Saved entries
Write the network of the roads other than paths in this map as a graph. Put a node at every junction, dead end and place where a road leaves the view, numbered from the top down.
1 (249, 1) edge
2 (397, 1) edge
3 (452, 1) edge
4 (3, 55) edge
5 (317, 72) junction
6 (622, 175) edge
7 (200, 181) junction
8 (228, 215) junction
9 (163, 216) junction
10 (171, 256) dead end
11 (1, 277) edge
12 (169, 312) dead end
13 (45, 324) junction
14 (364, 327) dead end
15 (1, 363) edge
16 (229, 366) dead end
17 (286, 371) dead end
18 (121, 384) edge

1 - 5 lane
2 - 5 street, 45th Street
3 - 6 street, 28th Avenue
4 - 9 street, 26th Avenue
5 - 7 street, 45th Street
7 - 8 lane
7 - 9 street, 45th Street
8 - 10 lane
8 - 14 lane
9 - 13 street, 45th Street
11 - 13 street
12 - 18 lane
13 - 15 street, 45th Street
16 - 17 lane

Assignment. Each line above should appear again, reproduced exactly.

Task result.
Write the network of the roads other than paths in this map as a graph. Put a node at every junction, dead end and place where a road leaves the view, numbered from the top down.
1 (249, 1) edge
2 (397, 1) edge
3 (452, 1) edge
4 (3, 55) edge
5 (317, 72) junction
6 (622, 175) edge
7 (200, 181) junction
8 (228, 215) junction
9 (163, 216) junction
10 (171, 256) dead end
11 (1, 277) edge
12 (169, 312) dead end
13 (45, 324) junction
14 (364, 327) dead end
15 (1, 363) edge
16 (229, 366) dead end
17 (286, 371) dead end
18 (121, 384) edge

1 - 5 lane
2 - 5 street, 45th Street
3 - 6 street, 28th Avenue
4 - 9 street, 26th Avenue
5 - 7 street, 45th Street
7 - 8 lane
7 - 9 street, 45th Street
8 - 10 lane
8 - 14 lane
9 - 13 street, 45th Street
11 - 13 street
12 - 18 lane
13 - 15 street, 45th Street
16 - 17 lane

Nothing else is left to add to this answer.